En plus de leurs opinions mentionnées ci-dessus, certains intermédiaires et défenseurs des internautes ont soutenu que d'imposer une limite aux protections contre la responsabilité des intermédiaires ou de renforcer leurs obligations d'application de la loi pourrait avoir des conséquences imprévues sur la population canadienne. Ils ont mentionné que ces mesures les contraindraient à resserrer les contrôles et à imposer des sanctions pour le contenu ou les activités de leurs services qui portent atteinte au droit d'auteur. À leur avis, les changements proposés entraîneraient deux principaux types de conséquences :

  1. Répercussions sur les particuliers et sur l'Internet ouvert. Ces parties prenantes ont soutenu qu'un risque de responsabilité accru pourrait obliger les intermédiaires à pécher par excès de prudence et à bloquer l'accès aux contenus téléversés, à les retirer ou à restreindre certaines activités qui ne portent même pas atteinte au droit d'auteur.
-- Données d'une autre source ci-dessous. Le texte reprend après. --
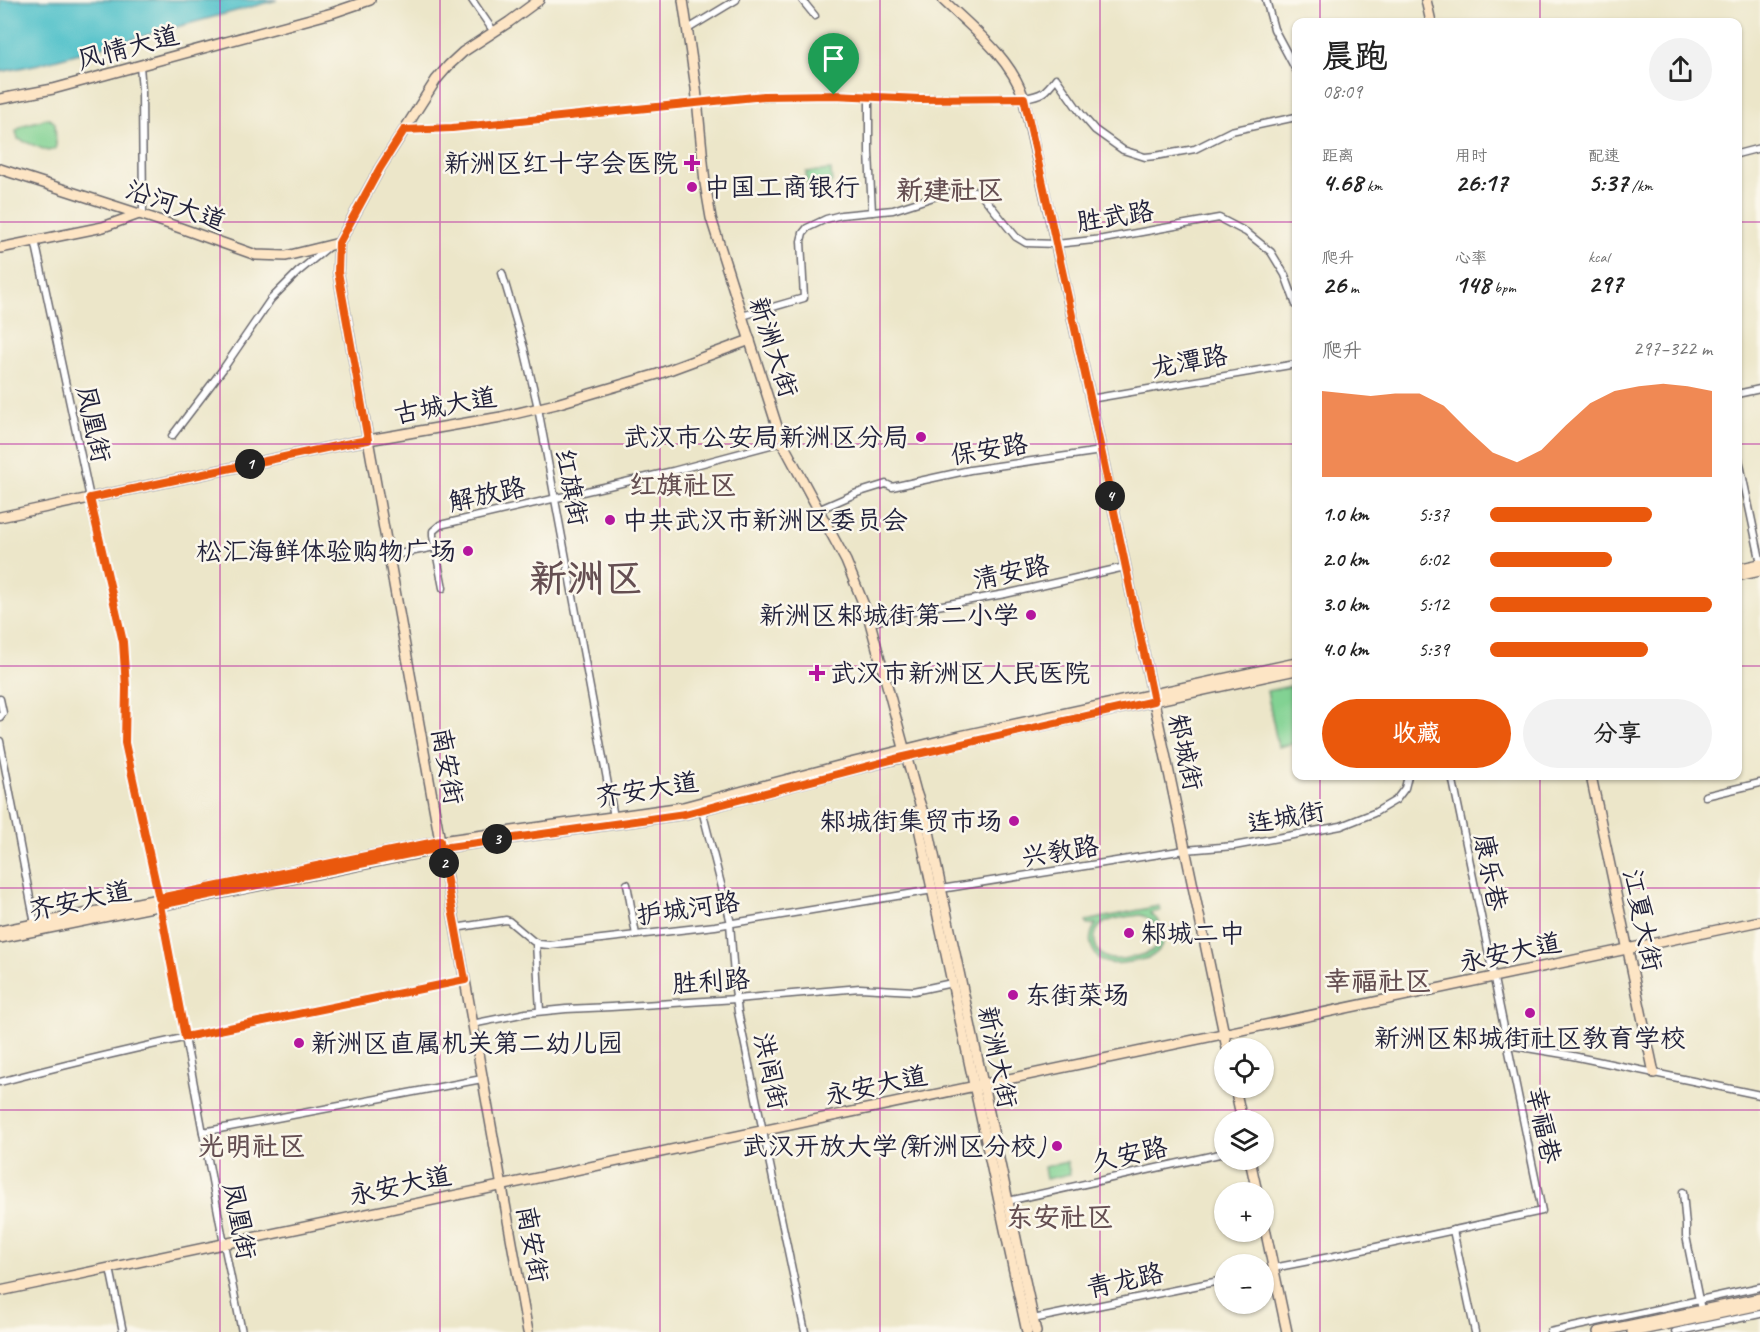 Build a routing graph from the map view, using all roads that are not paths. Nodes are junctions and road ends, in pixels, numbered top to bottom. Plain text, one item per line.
1 (370, 0) edge
2 (472, 0) edge
3 (539, 0) edge
4 (683, 0) edge
5 (736, 0) edge
6 (802, 0) edge
7 (944, 0) edge
8 (1266, 0) edge
9 (1426, 0) edge
10 (815, 16) dead end
11 (1430, 18) edge
12 (688, 29) junction
13 (494, 32) junction
14 (1292, 62) edge
15 (140, 66) junction
16 (869, 97) junction
17 (1024, 98) junction
18 (0, 99) edge
19 (697, 103) junction
20 (1292, 118) edge
21 (404, 130) junction
22 (1760, 148) edge
23 (1742, 153) edge
24 (0, 169) edge
25 (872, 212) junction
26 (141, 214) junction
27 (35, 240) junction
28 (334, 244) junction
29 (1056, 244) junction
30 (0, 248) edge
31 (501, 273) dead end
32 (1292, 294) edge
33 (742, 316) junction
34 (750, 340) junction
35 (1292, 365) edge
36 (1760, 389) edge
37 (1742, 393) edge
38 (1090, 399) junction
39 (538, 408) junction
40 (172, 436) dead end
41 (368, 440) junction
42 (782, 442) junction
43 (1101, 451) junction
44 (1742, 474) edge
45 (90, 498) junction
46 (555, 499) junction
47 (818, 510) junction
48 (0, 517) edge
49 (435, 547) junction
50 (389, 556) junction
51 (1760, 562) edge
52 (1125, 567) junction
53 (1742, 567) edge
54 (1760, 571) edge
55 (1742, 575) edge
56 (443, 588) dead end
57 (870, 623) junction
58 (1292, 664) edge
59 (1292, 671) edge
60 (1153, 697) junction
61 (0, 699) edge
62 (0, 717) edge
63 (0, 741) edge
64 (906, 753) junction
65 (1407, 780) edge
66 (1453, 780) edge
67 (1592, 780) edge
68 (1760, 783) edge
69 (1705, 796) dead end
70 (702, 810) junction
71 (614, 817) junction
72 (440, 845) junction
73 (1185, 850) junction
74 (627, 884) dead end
75 (937, 889) junction
76 (160, 901) junction
77 (1760, 921) edge
78 (730, 923) junction
79 (35, 924) junction
80 (455, 928) junction
81 (0, 931) edge
82 (636, 935) junction
83 (0, 939) edge
84 (536, 943) junction
85 (1627, 948) junction
86 (1493, 977) junction
87 (465, 980) junction
88 (952, 983) junction
89 (736, 999) junction
90 (540, 1011) junction
91 (472, 1024) junction
92 (1224, 1033) junction
93 (185, 1037) junction
94 (1225, 1038) edge
95 (1508, 1045) junction
96 (1654, 1073) junction
97 (482, 1079) junction
98 (0, 1082) edge
99 (979, 1084) junction
100 (1760, 1095) edge
101 (763, 1130) junction
102 (203, 1132) junction
103 (1214, 1155) edge
104 (501, 1185) junction
105 (1683, 1192) dead end
106 (1008, 1201) junction
107 (1453, 1230) junction
108 (224, 1244) junction
109 (110, 1268) junction
110 (1274, 1269) edge
111 (1274, 1274) edge
112 (1214, 1282) edge
113 (1760, 1287) edge
114 (0, 1291) edge
115 (1760, 1298) edge
116 (1699, 1300) junction
117 (1760, 1305) edge
118 (1701, 1310) junction
119 (1760, 1314) edge
120 (1033, 1319) junction
121 (123, 1332) edge
122 (242, 1332) edge
123 (528, 1332) edge
124 (804, 1332) edge
125 (1027, 1332) edge
126 (1036, 1332) edge
127 (1287, 1332) edge
128 (1475, 1332) edge
129 (1550, 1332) edge
130 (1598, 1332) edge
131 (1632, 1332) edge
132 (1675, 1332) edge

1 - 15 main road, 风情大道
2 - 13 street
3 - 13 main road
4 - 12 main road, 新洲大街
5 - 12 street
6 - 10 street
7 - 17 main road, 邾城街
8 - 14 street
9 - 11 main road
12 - 19 main road, 新洲大街
13 - 21 main road
15 - 18 main road, 风情大道
15 - 26 street
16 - 17 street
16 - 19 street
16 - 25 street
17 - 20 street
17 - 29 main road, 邾城街
19 - 21 street
19 - 33 main road, 新洲大街
21 - 28 main road
22 - 23 street
24 - 26 main road, 沿河大道
25 - 29 street, 胜武路
25 - 33 street, 胜武路
26 - 27 main road
26 - 28 main road, 沿河大道
27 - 30 main road
27 - 45 street, 凤凰街
28 - 40 street
28 - 41 main road, 南安街
29 - 32 street, 胜武路
29 - 38 main road, 邾城街
31 - 39 street, 红旗街
33 - 34 main road, 新洲大街
34 - 39 main road, 古城大道
34 - 42 main road, 新洲大街
35 - 38 street, 龙潭路
36 - 37 street
38 - 43 main road, 邾城街
39 - 41 main road, 古城大道
39 - 46 street, 红旗街
41 - 45 main road, 古城大道
41 - 50 main road, 南安街
42 - 46 street, 解放路
42 - 47 main road, 新洲大街
43 - 47 street, 保安路
43 - 52 main road, 邾城街
44 - 51 street
45 - 48 main road, 古城大道
45 - 76 street, 凤凰街
46 - 49 street, 解放路
46 - 71 street, 红旗街
47 - 57 main road, 新洲大街
49 - 50 street
49 - 56 street, 解放路
50 - 72 main road, 南安街
51 - 53 main road
52 - 57 street, 清安路
52 - 60 main road, 邾城街
54 - 55 main road
57 - 64 main road, 新洲大街
58 - 60 main road, 齐安大道
59 - 60 main road, 齐安大道
60 - 64 main road, 齐安大道
60 - 73 main road, 邾城街
61 - 62 street
63 - 79 street
64 - 70 main road, 齐安大道
64 - 71 main road, 齐安大道
64 - 75 main road, 新洲大街
65 - 73 street, 连城街
66 - 86 street, 康乐巷
67 - 85 main road, 江夏大街
68 - 69 street
70 - 72 main road, 齐安大道
70 - 78 street, 洪闾街
71 - 72 main road, 齐安大道
72 - 76 main road, 齐安大道
72 - 80 main road, 南安街
73 - 75 street, 兴教路
73 - 92 main road, 邾城街
74 - 82 street
75 - 78 street, 护城河路
75 - 88 main road, 新洲大街
75 - 99 main road, 新洲大街
76 - 79 main road, 齐安大道
76 - 83 main road, 齐安大道
76 - 93 street, 凤凰街
77 - 85 main road, 永安大道
78 - 82 street, 护城河路
78 - 89 street, 洪闾街
79 - 81 main road, 齐安大道
80 - 84 street
80 - 87 main road, 南安街
82 - 84 street, 护城河路
84 - 90 street
85 - 86 main road, 永安大道
85 - 96 main road, 江夏大街
86 - 92 main road, 永安大道
86 - 95 street, 幸福巷
87 - 91 main road, 南安街
87 - 93 street
88 - 89 street, 胜利路
88 - 99 main road, 新洲大街
89 - 90 street, 胜利路
89 - 101 street, 洪闾街
90 - 91 street, 胜利路
91 - 97 main road, 南安街
92 - 94 main road, 邾城街
92 - 99 main road, 永安大道
93 - 98 street
93 - 102 street, 凤凰街
95 - 96 street
95 - 107 street, 幸福巷
96 - 100 street
97 - 102 street
97 - 104 main road, 南安街
99 - 101 main road, 永安大道
99 - 106 main road, 新洲大街
99 - 125 main road, 新洲大街
101 - 104 main road, 永安大道
101 - 124 street, 洪闾街
102 - 108 street, 凤凰街
103 - 106 street, 久安路
104 - 108 main road, 永安大道
104 - 123 main road, 南安街
105 - 116 street
106 - 120 main road, 新洲大街
107 - 110 street
107 - 128 street
108 - 109 main road, 永安大道
108 - 122 street, 凤凰街
109 - 114 main road, 永安大道
109 - 121 street
111 - 127 main road
112 - 120 street, 青龙路
113 - 116 street
115 - 118 main road
116 - 118 street
116 - 129 street
117 - 131 main road
118 - 130 main road
119 - 132 street
120 - 126 main road, 新洲大街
Ils ont également indiqué que ces mesures limiteraient l'accès à l'information, le droit à la vie privée et la liberté d'expression et de communication des particuliers. De fait, en raison du volume du contenu visé, les mesures de contrôle et d'intervention des intermédiaires pourraient devoir être automatisées par l'utilisation des « filtres de contenu », par exemple. Malheureusement, si ces filtres sont en mesure d'identifier le contenu, ils ne le font pas toujours correctement, ce qui crée parfois des situations où l'activité attentatoire est ignorée et d'autres où un contenu licite est signalé. Ils semblent particulièrement incapables d'évaluer l'applicabilité des exceptions liées aux faits, ce qui augmente encore plus le nombre de signalements de contenus qui ne sont pourtant pas en violation du droit d'auteur.
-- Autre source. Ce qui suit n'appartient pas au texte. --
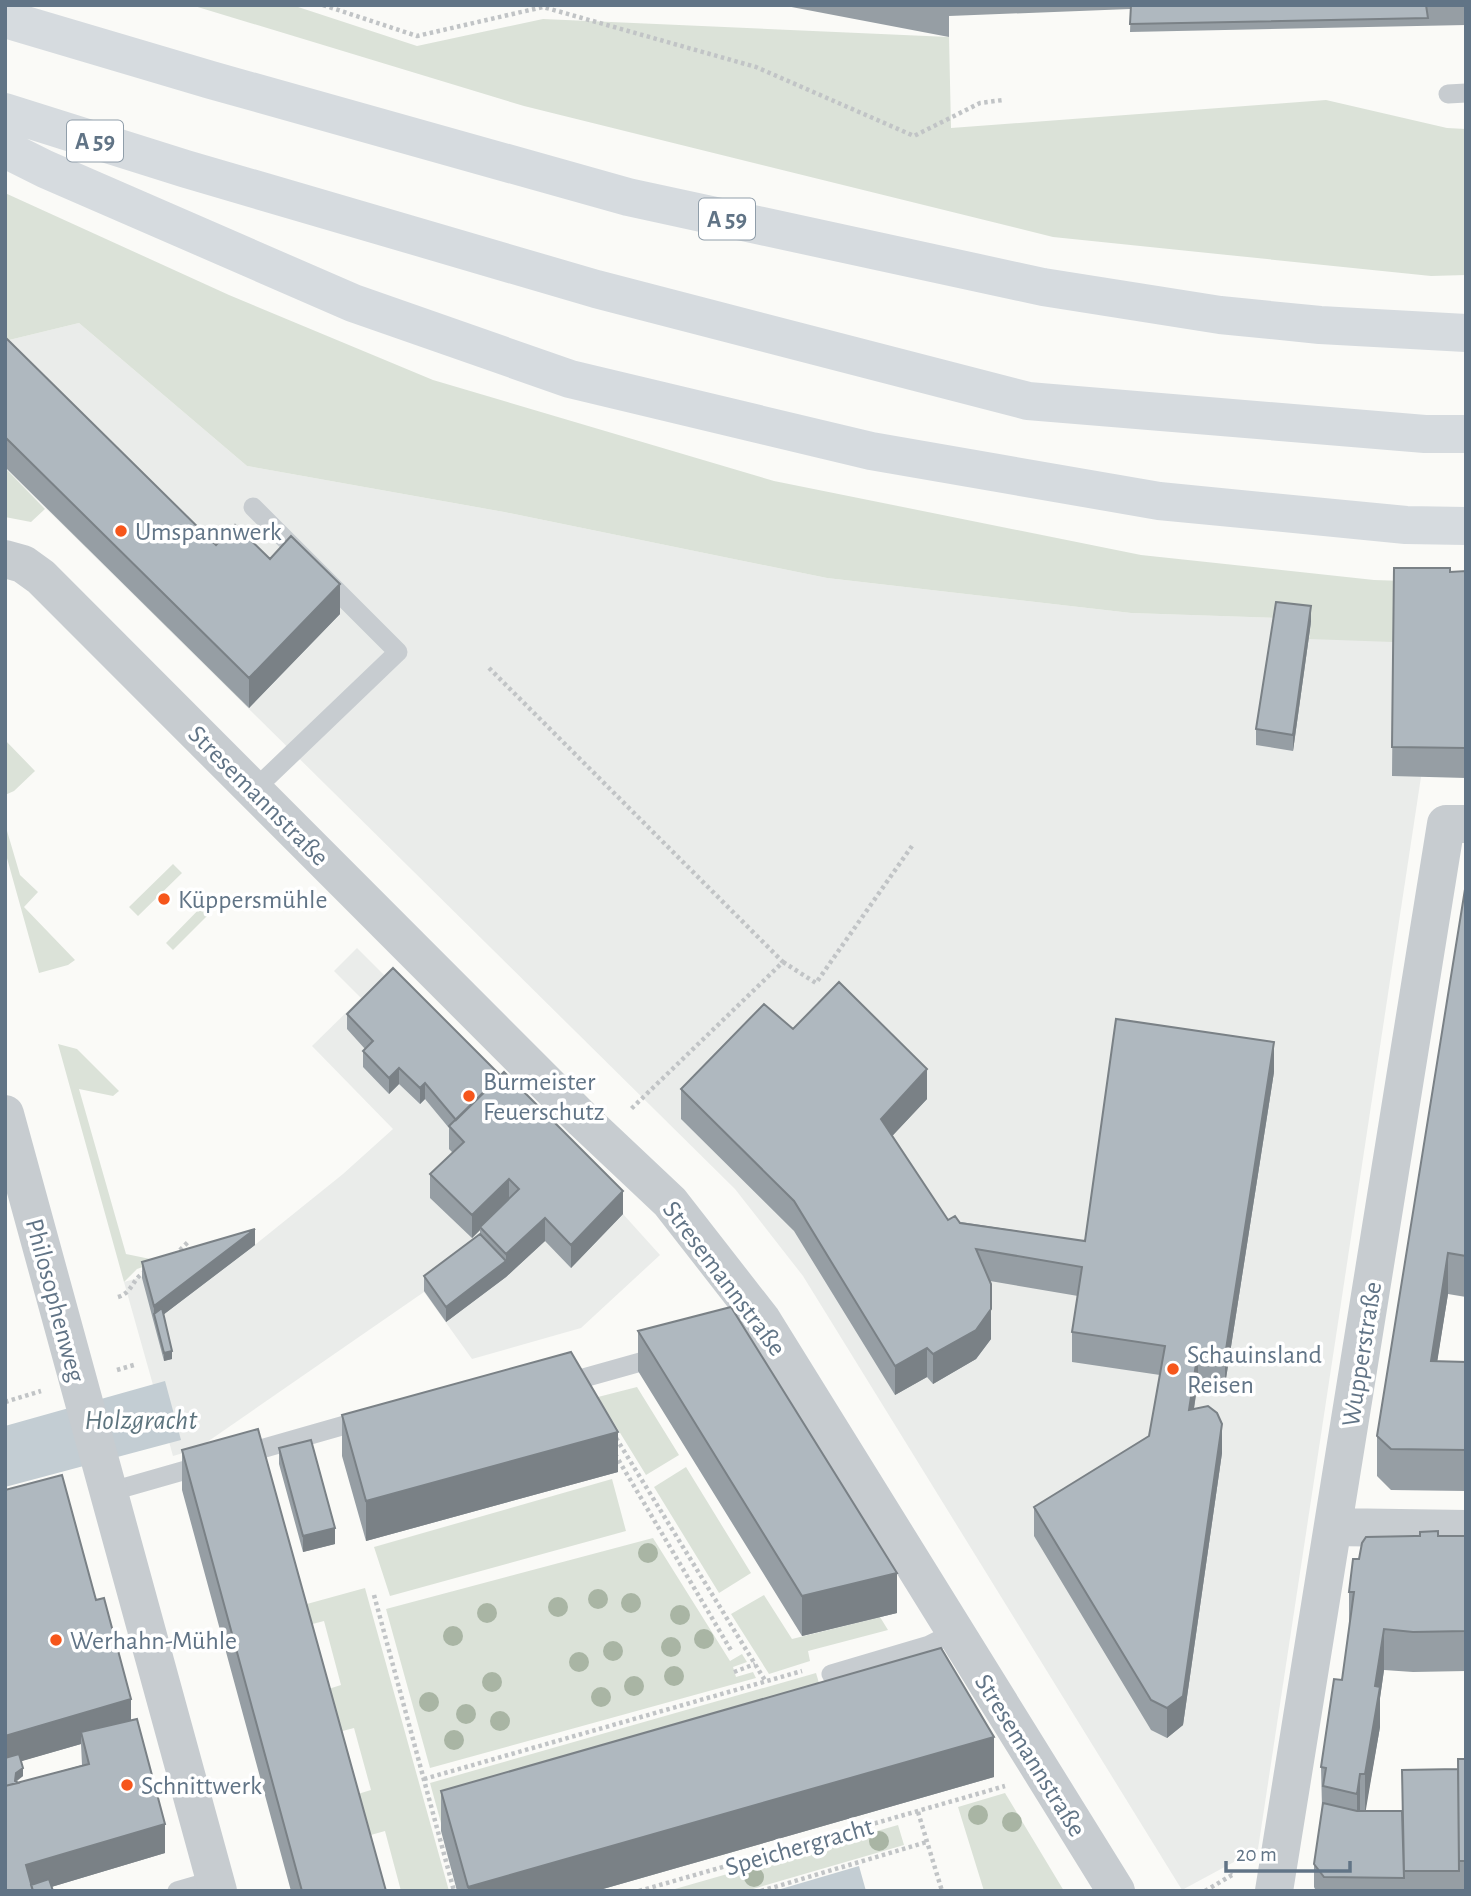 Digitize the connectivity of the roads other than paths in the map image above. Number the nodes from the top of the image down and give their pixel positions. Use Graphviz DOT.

  2. Répercussions générales sur le marché. Ces parties prenantes ont également soutenu qu'en raison du volume de contenu en ligne, les mesures techniques qui permettraient aux intermédiaires de contrôler et de lutter contre le contenu en violation du droit d'auteur seraient probablement fort onéreuses. Elles se sont notamment dites préoccupées par le fait que ces coûts seraient un frein important à l'innovation et poserait une barrière pour les nouveaux entrants potentiels sur le marché des services en ligne. Or, le pouvoir serait concentré entre les principaux fournisseurs, nuisant par le fait même à la croissance économique et au choix des consommateurs. Elles ont également mentionné que de limiter la protection contre la responsabilité des intermédiaires entraînerait une perte de services, puisqu'ils n'auraient plus l'assurance nécessaire pour mener des activités novatrices et rentables au Canada. À leur avis, cela porterait préjudice à la plupart des entreprises et des autres domaines qui tablent sur ces services, limitant ainsi la croissance économique. Les titulaires de droits, particulièrement les nouveaux créateurs, pourraient également être lésés par la diminution de plateformes pour la promotion et la commercialisation de leur contenu.